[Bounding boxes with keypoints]
%%
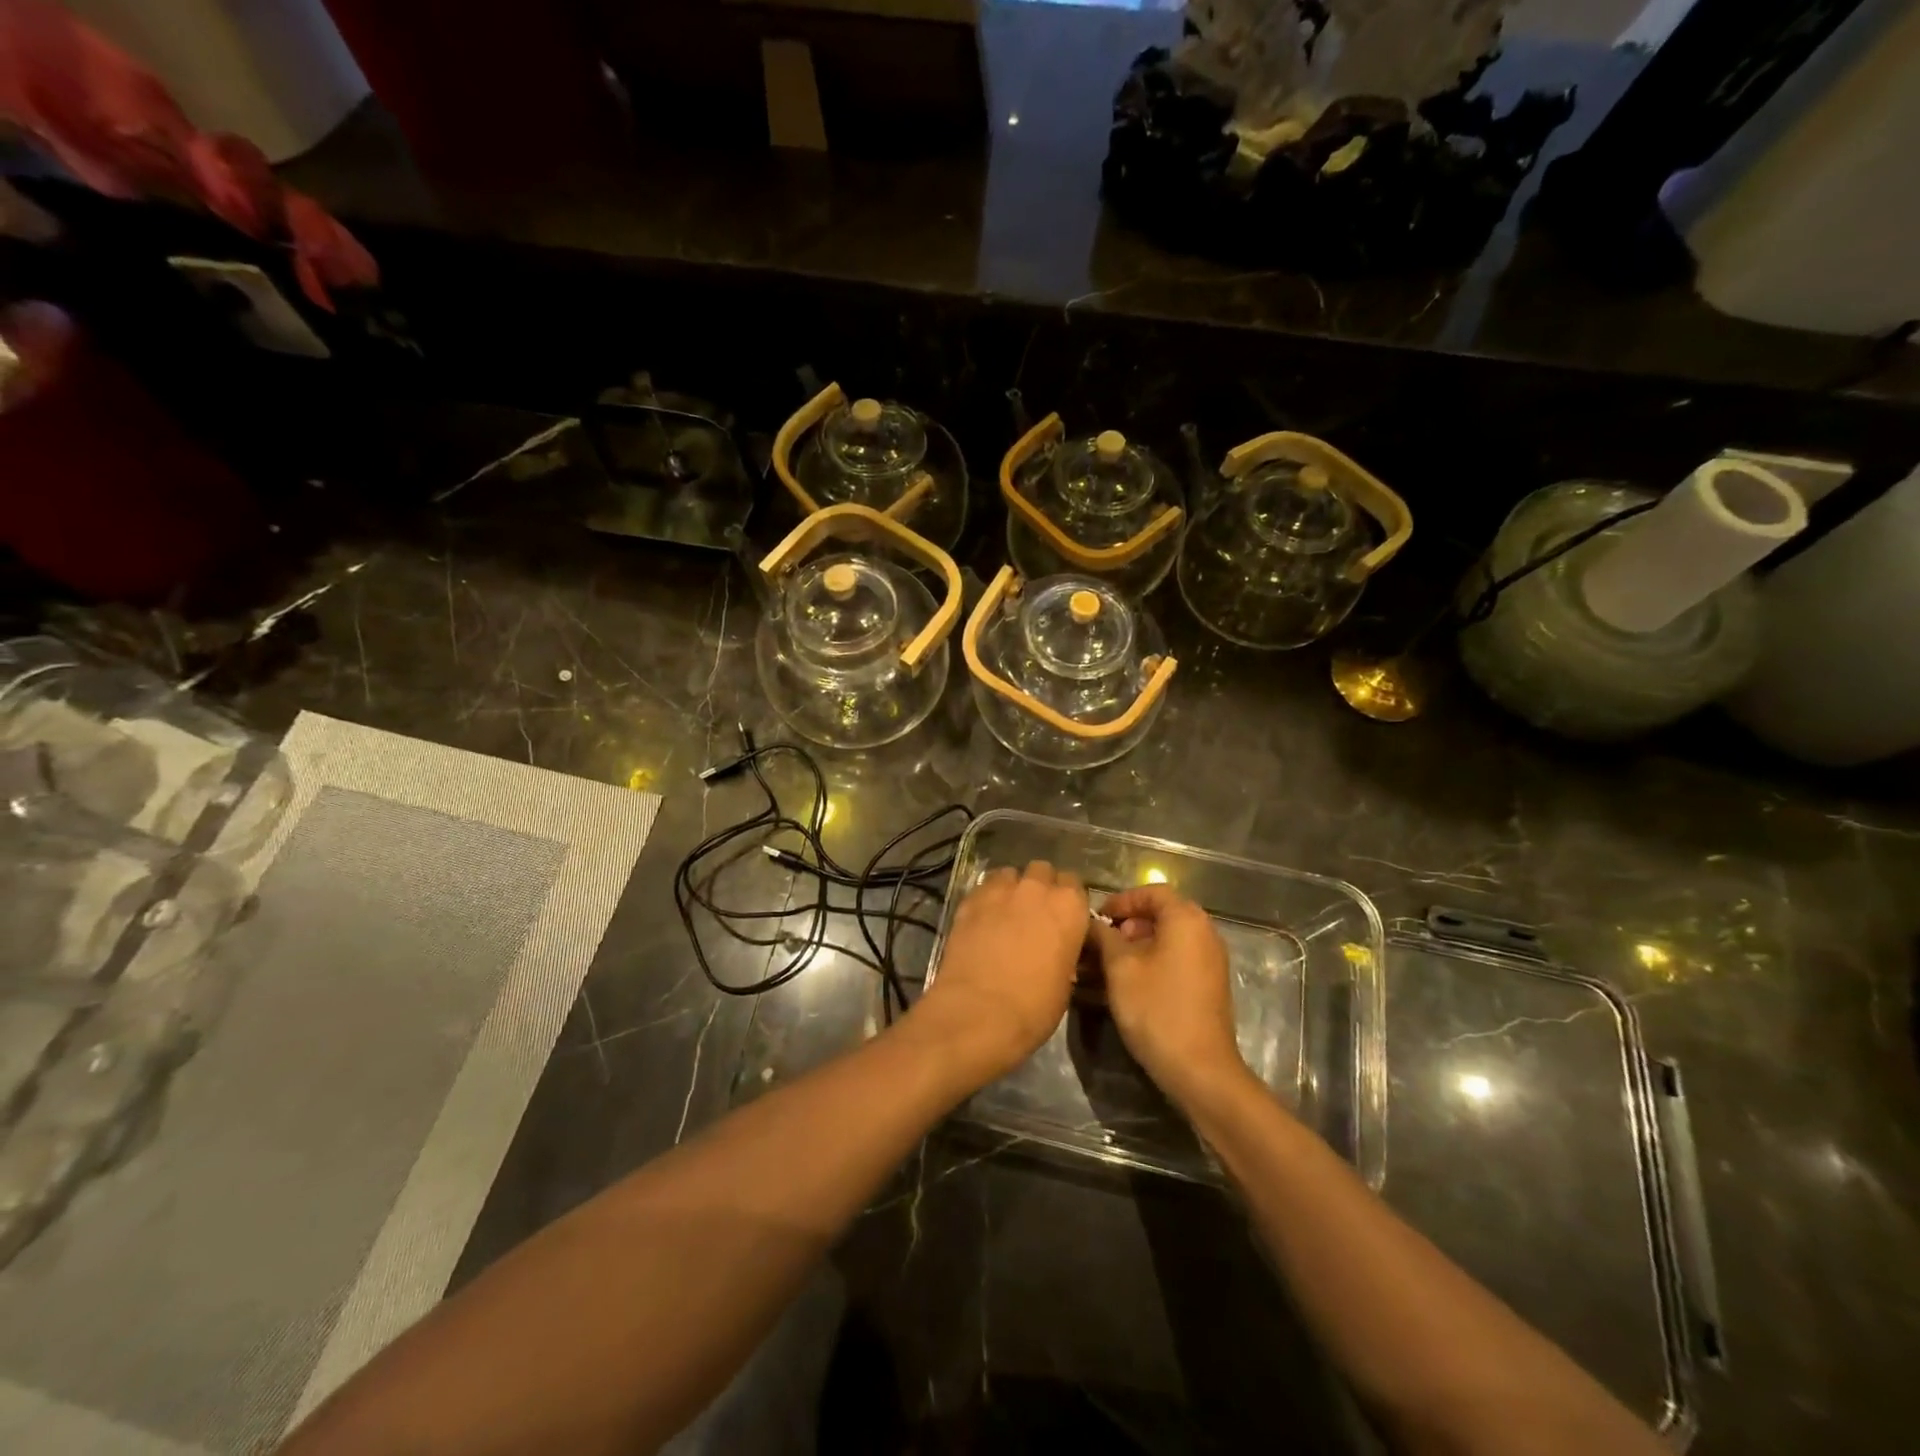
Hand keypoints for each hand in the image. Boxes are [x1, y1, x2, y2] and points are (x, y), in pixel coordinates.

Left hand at [910, 861, 1089, 1087]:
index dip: (1067, 900)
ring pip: (1010, 874)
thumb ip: (1064, 951)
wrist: (979, 1012)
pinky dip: (986, 898)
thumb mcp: (1065, 982)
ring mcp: (1001, 890)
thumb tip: (1056, 950)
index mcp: (1070, 906)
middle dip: (1040, 886)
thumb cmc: (1034, 1007)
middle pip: (1042, 871)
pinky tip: (983, 919)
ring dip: (1012, 888)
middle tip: (1034, 912)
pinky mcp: (970, 899)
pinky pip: (983, 887)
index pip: (1074, 884)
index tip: (1062, 917)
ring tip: (1005, 912)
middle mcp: (1037, 888)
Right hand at [1091, 884, 1250, 1108]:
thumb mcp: (1120, 968)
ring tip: (1111, 964)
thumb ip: (1104, 936)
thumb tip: (1093, 923)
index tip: (1098, 917)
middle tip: (1103, 941)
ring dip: (1139, 943)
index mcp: (1186, 919)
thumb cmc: (1156, 1009)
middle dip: (1129, 923)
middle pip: (1162, 912)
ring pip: (1170, 937)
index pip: (1151, 891)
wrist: (1200, 1069)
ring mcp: (1211, 959)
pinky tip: (1133, 981)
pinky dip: (1155, 959)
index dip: (1121, 900)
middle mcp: (1205, 932)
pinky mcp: (1210, 983)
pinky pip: (1179, 957)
%%
*EXERCISE PROMPT*
At the line containing "pinky dip: (1155, 959)", start copying. Continue exactly through the final line of the entries above and stop there.

*RESULT BELOW*
pinky dip: (1155, 959)
index dip: (1121, 900)
middle mcp: (1205, 932)
pinky mcp: (1210, 983)
pinky pip: (1179, 957)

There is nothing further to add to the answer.